As it has been stated in the introduction, a general characteristic of bio-oils coming from the pyrolysis of biomass is their high oxygen content (35-40 wt%). More than 300 compounds have been identified in bio-oil, most of them containing oxygen atoms. The exact composi­tion of the bio-oil depends on the type of biomass fed. These compounds can be classified in five broad categories: (i) hydroxyaldehydes, (ii) hydroxyketones, (iii) sugars and dehydrosu­gars, (iv) carboxylic acids, and (v) phenolic compounds [16]. Hydroprocessing of biomass — derived oils differs from processing petroleum because of the importance of deoxygenation as compared to nitrogen or sulfur removal. Bio-oil hydrodeoxygenation (HDO) process im­plies complex reaction networks that includes cracking, decarbonylation, decarboxylation, hydrocracking, hydrogenolysis, hydrogenation and polymerization.
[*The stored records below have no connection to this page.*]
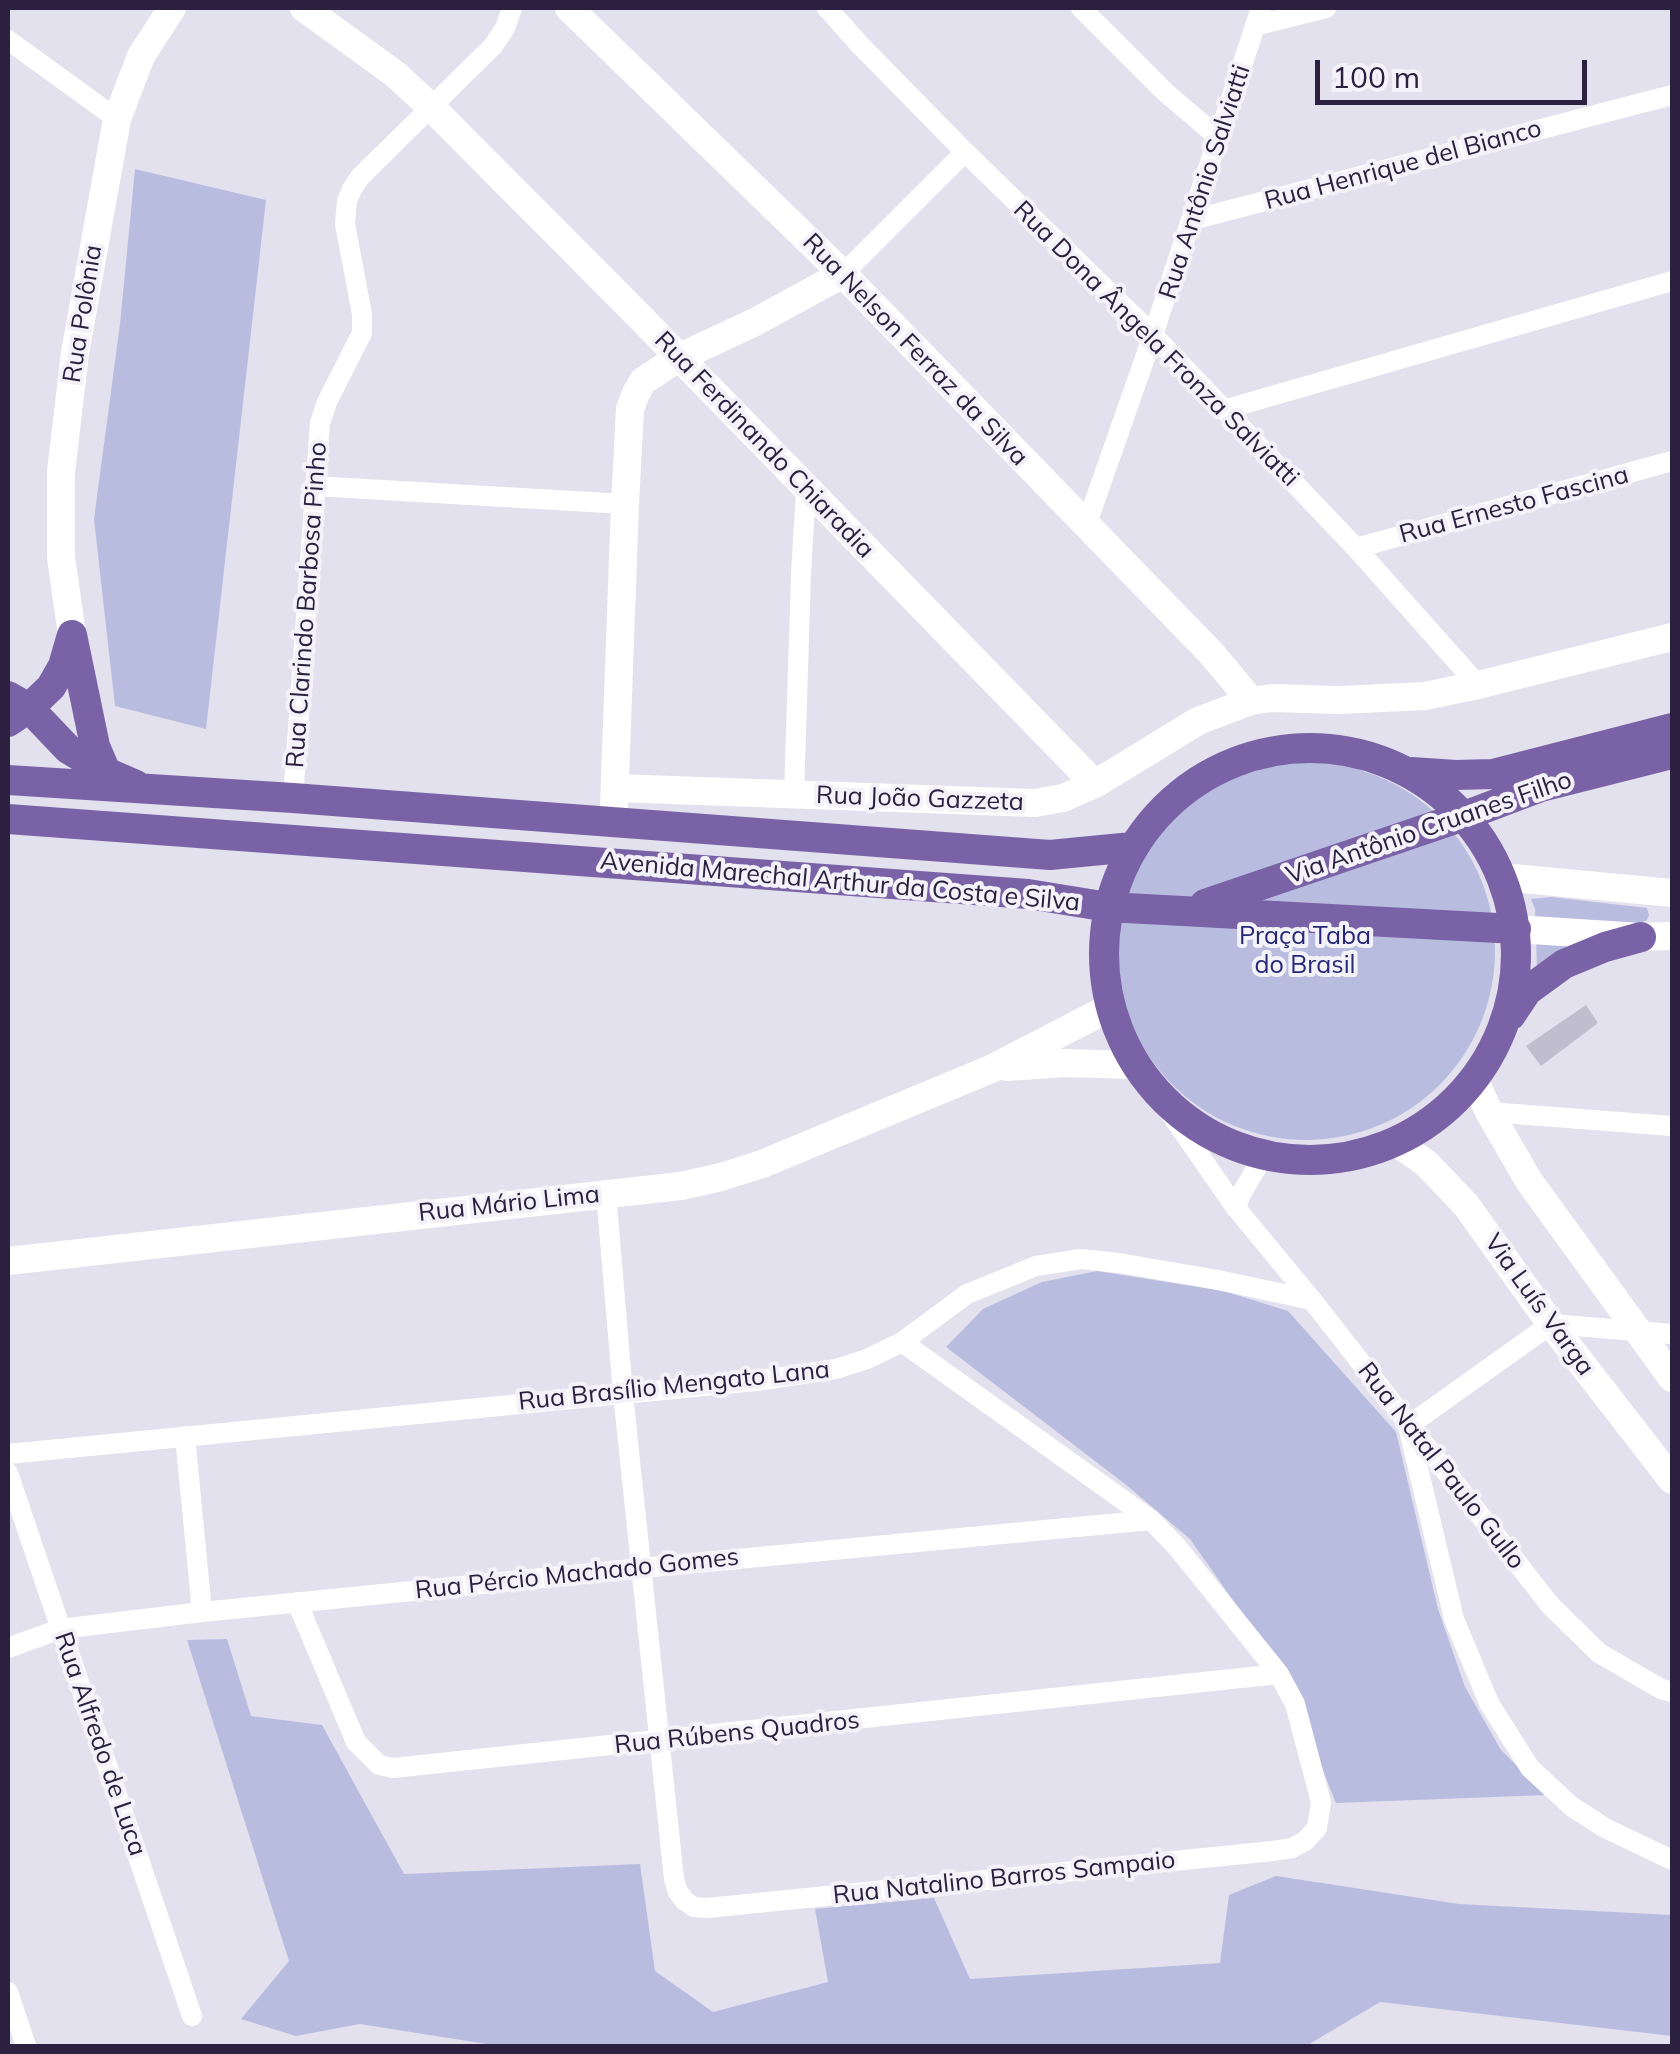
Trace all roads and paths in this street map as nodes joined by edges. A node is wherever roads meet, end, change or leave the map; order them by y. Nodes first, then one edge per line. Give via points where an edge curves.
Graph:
1 (172, 8) edge
2 (304, 8) edge
3 (512, 8) edge
4 (569, 8) edge
5 (827, 8) edge
6 (1081, 8) edge
7 (1326, 8) edge
8 (1260, 16) edge
9 (8, 40) edge
10 (1672, 95) edge
11 (431, 107) junction
12 (117, 119) junction
13 (1218, 137) junction
14 (965, 152) junction
15 (1192, 220) junction
16 (843, 274) junction
17 (1672, 281) edge
18 (1154, 335) junction
19 (678, 358) junction
20 (1223, 410) junction
21 (1672, 461) edge
22 (314, 486) junction
23 (806, 490) junction
24 (625, 504) junction
25 (1086, 526) junction
26 (1356, 548) junction
27 (72, 635) junction
28 (1672, 637) edge
29 (1478, 686) junction
30 (1251, 701) junction
31 (15, 709) edge
32 (1672, 728) edge
33 (1672, 754) edge
34 (106, 772) junction
35 (1408, 772) junction
36 (8, 780) edge
37 (1095, 784) junction
38 (616, 788) junction
39 (148, 791) junction
40 (794, 796) junction
41 (293, 798) junction
42 (1512, 798) junction
43 (1464, 816) junction
44 (8, 818) edge
45 (600, 821) junction
46 (1486, 845) junction
47 (1132, 848) junction
48 (584, 860) junction
49 (1502, 878) junction
50 (1672, 892) edge
51 (1053, 899) junction
52 (1108, 906) junction
53 (1188, 910) junction
54 (1516, 930) junction
55 (1661, 936) edge
56 (1102, 954) junction
57 (1109, 1008) junction
58 (1504, 1026) junction
59 (1134, 1064) junction
60 (991, 1069) junction
61 (1474, 1079) junction
62 (1160, 1097) junction
63 (1489, 1112) junction
64 (1672, 1126) edge
65 (1396, 1142) junction
66 (1264, 1156) junction
67 (606, 1194) junction
68 (1236, 1208) junction
69 (8, 1261) edge
70 (1312, 1300) junction
71 (1551, 1324) junction
72 (1638, 1332) junction
73 (1672, 1334) edge
74 (902, 1342) junction
75 (1672, 1378) edge
76 (624, 1394) junction
77 (1408, 1426) junction
78 (185, 1436) junction
79 (8, 1454) edge
80 (8, 1473) edge
81 (1672, 1480) edge
82 (1150, 1520) junction
83 (642, 1568) junction
84 (297, 1602) junction
85 (202, 1612) junction
86 (60, 1629) junction
87 (8, 1648) edge
88 (1278, 1674) junction
89 (1672, 1692) edge
90 (660, 1741) junction
91 (1672, 1860) edge
92 (8, 1992) edge
93 (192, 2016) dead end
94 (26, 2046) edge

1 - 12 street, Rua Polônia via 141,56
2 - 11 street, Rua Ferdinando Chiaradia
3 - 11 street, Rua Clarindo Barbosa Pinho via 493,46
4 - 16 street, Rua Nelson Ferraz da Silva
5 - 14 street, Rua Dona Ângela Fronza Salviatti
6 - 13 street
7 - 8 street
8 - 13 street, Rua Antônio Salviatti
9 - 12 street
10 - 15 street, Rua Henrique del Bianco
11 - 19 street, Rua Ferdinando Chiaradia
11 - 22 street, Rua Clarindo Barbosa Pinho via 352,188 345,224 362,333 320,423
12 - 27 street, Rua Polônia via 61,472
13 - 15 street, Rua Antônio Salviatti
14 - 16 street
14 - 18 street, Rua Dona Ângela Fronza Salviatti
15 - 18 street, Rua Antônio Salviatti
16 - 19 street
16 - 25 street, Rua Nelson Ferraz da Silva
17 - 20 street
18 - 20 street, Rua Dona Ângela Fronza Salviatti
18 - 25 street, Rua Antônio Salviatti
19 - 23 street, Rua Ferdinando Chiaradia
19 - 24 street via 643,382 630,409
20 - 26 street, Rua Dona Ângela Fronza Salviatti
21 - 26 street, Rua Ernesto Fascina
22 - 24 street
22 - 41 street, Rua Clarindo Barbosa Pinho
23 - 37 street, Rua Ferdinando Chiaradia
23 - 40 street
24 - 38 street
25 - 30 street, Rua Nelson Ferraz da Silva
26 - 29 street, Rua Dona Ângela Fronza Salviatti
27 - 31 main road via 52,687
27 - 34 main road via 89,726
28 - 29 street, Rua João Gazzeta
29 - 30 street, Rua João Gazzeta via 1426,696
30 - 37 street, Rua João Gazzeta via 1198,721
31 - 34 main road
32 - 35 main road, Via Antônio Cruanes Filho via 1493,774
33 - 42 main road, Via Antônio Cruanes Filho
34 - 39 main road
35 - 43 main road
35 - 47 main road via 1376,758 1307,747 1238,760 1178,795
36 - 39 main road, Avenida Marechal Arthur da Costa e Silva
37 - 40 street, Rua João Gazzeta via 1035,803
38 - 40 street, Rua João Gazzeta
38 - 45 street
39 - 41 main road, Avenida Marechal Arthur da Costa e Silva
41 - 45 main road, Avenida Marechal Arthur da Costa e Silva
42 - 43 main road, Via Antônio Cruanes Filho
42 - 46 main road via 1495,817
43 - 46 main road
43 - 53 main road, Via Antônio Cruanes Filho
44 - 48 main road, Avenida Marechal Arthur da Costa e Silva
45 - 47 main road, Avenida Marechal Arthur da Costa e Silva via 1050,855
45 - 48 main road
46 - 49 main road
47 - 52 main road
48 - 51 main road, Avenida Marechal Arthur da Costa e Silva
49 - 50 street
49 - 54 main road
50 - 55 street
51 - 52 main road, Avenida Marechal Arthur da Costa e Silva
51 - 56 main road via 1075,916
52 - 53 main road, Avenida Marechal Arthur da Costa e Silva
52 - 56 main road
53 - 54 main road, Avenida Marechal Arthur da Costa e Silva
54 - 55 street, Avenida Marechal Arthur da Costa e Silva
54 - 58 main road via 1516,978
55 - 58 main road via 1564,964 1527,991
56 - 57 main road
57 - 59 main road
57 - 60 street, Rua Mário Lima
58 - 61 main road
59 - 60 street, Rua Mário Lima
59 - 62 main road
60 - 67 street, Rua Mário Lima via 762,1164 681,1186
61 - 63 street
61 - 65 main road
62 - 66 main road via 1225,1143
62 - 68 street, Rua Natal Paulo Gullo
63 - 64 street
63 - 72 street via 1528,1181
65 - 66 main road via 1330,1159
65 - 71 street, Via Luís Varga via 1466,1205
66 - 68 street
67 - 69 street, Rua Mário Lima
67 - 76 street
68 - 70 street, Rua Natal Paulo Gullo
70 - 74 street, Rua Brasílio Mengato Lana via 1081,1258 1036,1266 967,1294
70 - 77 street, Rua Natal Paulo Gullo
71 - 72 street
71 - 77 street
71 - 81 street, Via Luís Varga
72 - 73 street
72 - 75 street
74 - 76 street, Rua Brasílio Mengato Lana via 836,1369
74 - 82 street
76 - 78 street, Rua Brasílio Mengato Lana
76 - 83 street
77 - 89 street, Rua Natal Paulo Gullo via 1550,1605 1598,1654
77 - 91 street via 1454,1619 1488,1703 1530,1768 1570,1806
78 - 79 street, Rua Brasílio Mengato Lana
78 - 85 street
80 - 86 street, Rua Alfredo de Luca
82 - 83 street, Rua Pércio Machado Gomes
82 - 88 street
83 - 84 street, Rua Pércio Machado Gomes
83 - 90 street
84 - 85 street, Rua Pércio Machado Gomes
84 - 90 street, Rua Rúbens Quadros via 356,1742 379,1764 393,1768
85 - 86 street, Rua Pércio Machado Gomes
86 - 87 street, Rua Pércio Machado Gomes
86 - 93 street, Rua Alfredo de Luca
88 - 90 street, Rua Rúbens Quadros
88 - 90 street, Rua Natalino Barros Sampaio via 1295,1704 1321,1815 1304,1841 1273,1851 694,1907 674,1878
92 - 94 street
The upgrading process should yield a product with lower amount of water and oxygen, decreased acidity and vis­cosity, and higher HV. The complexity of the reactions and the high variety of oxygenated compounds make the evaluation of bio-oil upgrading difficult and has brought the use of model compounds such as phenol, guaicol, 2-ethylphenol, methyl heptanoate or benzofuran to test different catalysts and to understand the main characteristics of the HDO process. El­liot [17] has reported the HDO reactivity of different organic compounds that are typically present in bio-oils (see Figure 3). Olefins, aldehydes and ketones can easily be reduced by H2 at temperatures as low as 150-200 °C. Alcohols react at 250-300 °C by hydrogenation and thermal dehydration to form olefins. Carboxylic and phenolic ethers react at around 300 °C. Regarding the operating pressures, due to the low solubility of hydrogen in organic and aqueous solutions, high pressures are required to guarantee high availability of hydrogen in the vicinity of the catalyst (80-300 bar of H2 pressure) [15].

image109

Figure 3. Reactivity scale of organic components under HDO conditions. Adapted from [17].